Introduction
Large organisations play an important role in helping the society to mitigate and adapt to the consequences of climate change and reduce our reliance on non-renewable resources and as a result, they face an increasing pressure from governments and non-governmental organisations to report on and account for the sustainability of their actions. The complexity of the problem has led to the development of a first generation of environmental sustainability management systems.These systems help organisations to collate large volume of data concerning a range of sustainability indicators related notably to energy, travel, waste and water, convert it to standard formats, and report on organisation’s carbon dioxide and financial performance.
Beyond simple reporting, however, the systems are not particularly good at helping to find the most effective actions that should be taken to address the risks associated with climate change and rising utilities’ cost. The problem is hard because it involves tradeoffs between multiple long- and short-term objectives that must be made under strong budgetary constraints, uncertainties about the future evolution of many system variables, and sometimes simply the lack of understanding of what the actual objectives and the potential impacts of various decisions on such objectives are.
The design of the current, first generation of sustainability management systems is largely data-centric – it focuses on data collection and reporting, mainly to satisfy new regulations related to the reporting and trading of CO2 emissions. Implementing these systems help organisations to make significant reductions in energy use and carbon emissions in the first few years. Further improvements, however, are much harder to accomplish once the first objectives have been achieved.
Aims and Methods
Our research objective is to develop fundamental techniques to help organisations make more effective and better informed decisions for achieving their sustainability objectives. Our approach is to use a goal-oriented and decision-centric perspective drawn from research in systems requirements engineering.

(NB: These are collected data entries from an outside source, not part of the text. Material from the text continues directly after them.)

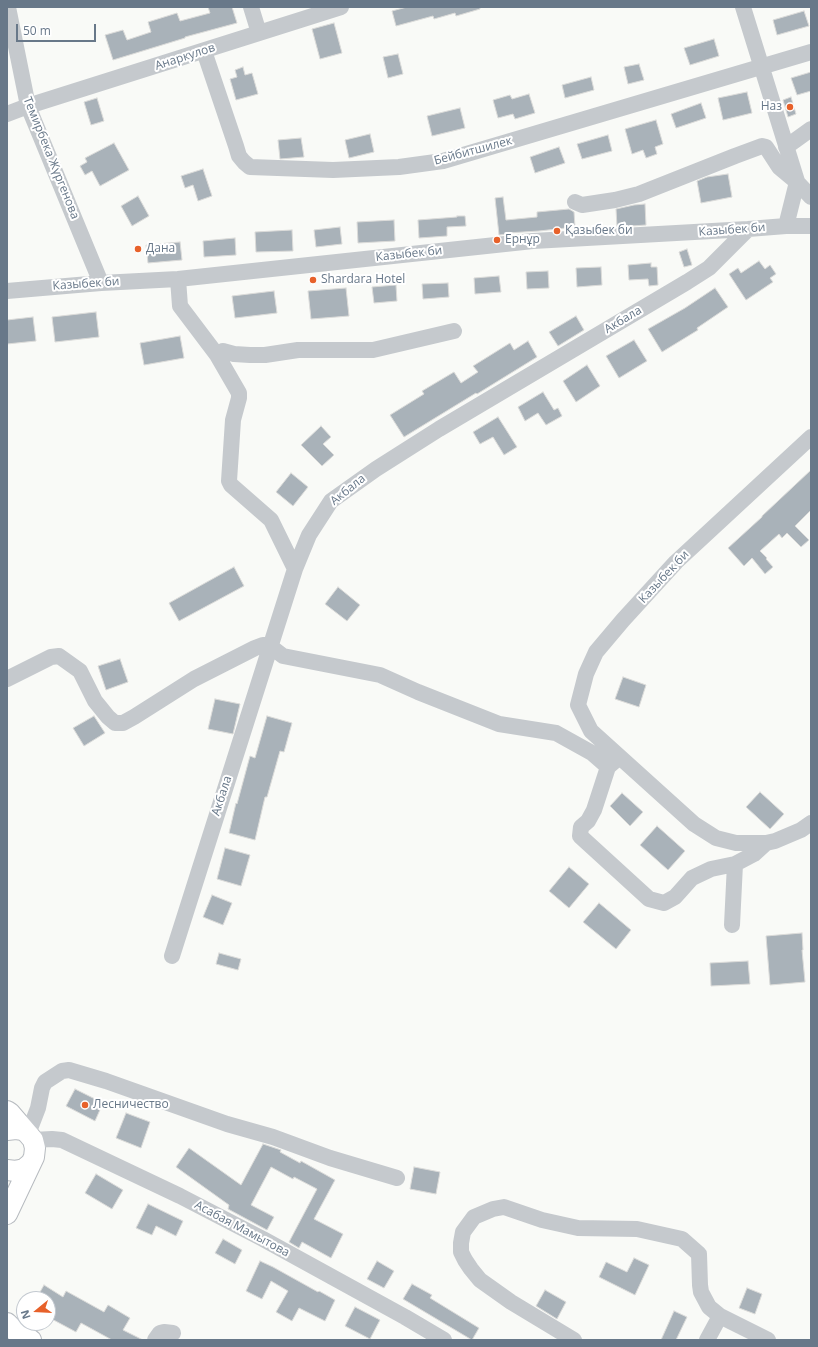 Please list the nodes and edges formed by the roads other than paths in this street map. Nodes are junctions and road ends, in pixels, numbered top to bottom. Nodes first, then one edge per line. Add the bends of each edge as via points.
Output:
1 (8, 7) edge
2 (251, 7) edge
3 (341, 7) edge
4 (743, 7) edge
5 (259, 33) junction
6 (204, 51) junction
7 (811, 52) edge
8 (762, 67) junction
9 (28, 106) junction
10 (7, 114) edge
11 (811, 129) edge
12 (786, 147) junction
13 (797, 182) junction
14 (811, 197) edge
15 (575, 202) dead end
16 (786, 226) junction
17 (811, 226) edge
18 (748, 229) junction
19 (178, 278) junction
20 (101, 283) junction
21 (7, 291) edge
22 (454, 331) dead end
23 (217, 354) junction
24 (811, 437) edge
25 (295, 569) junction
26 (270, 646) junction
27 (7, 679) edge
28 (614, 762) junction
29 (811, 822) edge
30 (766, 843) junction
31 (735, 864) junction
32 (732, 925) dead end
33 (172, 956) dead end
34 (7, 1111) edge
35 (7, 1130) edge
36 (31, 1137) junction
37 (30, 1164) junction
38 (7, 1170) edge
39 (397, 1178) dead end
40 (7, 1214) edge
41 (720, 1316) junction
42 (7, 1323) edge
43 (173, 1332) dead end
44 (31, 1340) edge
45 (155, 1340) edge
46 (444, 1340) edge
47 (574, 1340) edge
48 (707, 1340) edge
49 (768, 1340) edge

1 - 9 street, Темирбека Жүргенова
2 - 5 street
3 - 5 street, Анаркулов
4 - 8 street
5 - 6 street, Анаркулов
6 - 8 street, Бейбитшилек via 239,156 250,167 265,169 333,170 399,167 442,161
6 - 9 street, Анаркулов
7 - 8 street, Бейбитшилек
8 - 12 street
9 - 10 street, Анаркулов
9 - 20 street, Темирбека Жүргенова
11 - 12 street
12 - 13 street
13 - 14 street
13 - 15 street via 779,167 766,147 762,146 639,194 582,205
13 - 16 street
16 - 17 street, Казыбек би
16 - 18 street, Казыбек би
18 - 19 street, Казыбек би via 533,241
18 - 25 street, Акбала via 709,268 693,279 470,410 382,465 331,501 309,535
19 - 20 street, Казыбек би
19 - 23 street via 180,306
20 - 21 street, Казыбек би
22 - 23 street via 373,350 298,350 266,355 223,351
23 - 25 street via 239,398 233,420 229,481 231,486 271,520
24 - 28 street, Казыбек би via 676,562 596,652 586,674 578,705 591,731 603,742
25 - 26 street, Акбала
26 - 27 street via 255,648 194,679 134,717 118,724 114,723 95,701 80,671 59,656 51,657
26 - 28 street via 284,656 380,675 499,724 556,733
26 - 33 street, Акбала
28 - 30 street via 716,838 736,843
28 - 31 street via 588,822 581,827 580,836 645,896 664,903 675,897 692,878 711,869
29 - 30 street via 801,830
30 - 31 street via 754,854
31 - 32 street
34 - 36 main road
35 - 36 main road via 16,1129
36 - 37 main road via 35,1152
36 - 39 street via 45,1082 62,1071 69,1070
36 - 46 street, Асабая Мамытова via 66,1142 180,1196
37 - 38 main road via 24,1169
37 - 40 main road
41 - 47 street via 709,1307 701,1292 700,1254 682,1239 637,1229 578,1228 542,1220 504,1207 474,1217 463,1232 461,1243 463,1256 471,1269 480,1280 511,1302
41 - 48 street
41 - 49 street
42 - 44 main road via 16,1332
43 - 45 street via 160,1333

Our design process starts from considering the system’s stakeholders, their goals, and the organisation-specific sustainability objectives they wish to achieve. Goal-oriented requirements elaboration method provides systematic techniques to refine goals into subgoals, manage conflicts between goals, identify and resolve obstacles to the satisfaction of goals, and explore and evaluate alternative options for goal satisfaction. The information needs of decision makers and the requirements for the data collection processes would therefore be derived from the organisation’s sustainability goals and the context in which sustainability decisions are taken. The method would also provide means for reasoning about obstacles to various sustainability goals and conflicts between sustainability goals and other organisation’s objectives.
Managing change is another important concern of these systems. These include changes in legislation, changing objectives and evolving definitions of sustainability indicators, continuous changes in the organisation’s structure, processes and data formats, and changing attitudes of people towards the system. We hope to facilitate the system adaptations and evolutions so that it remains fit for purpose as the context changes by making the sustainability goals central abstractions from which other lower-level concerns are derived.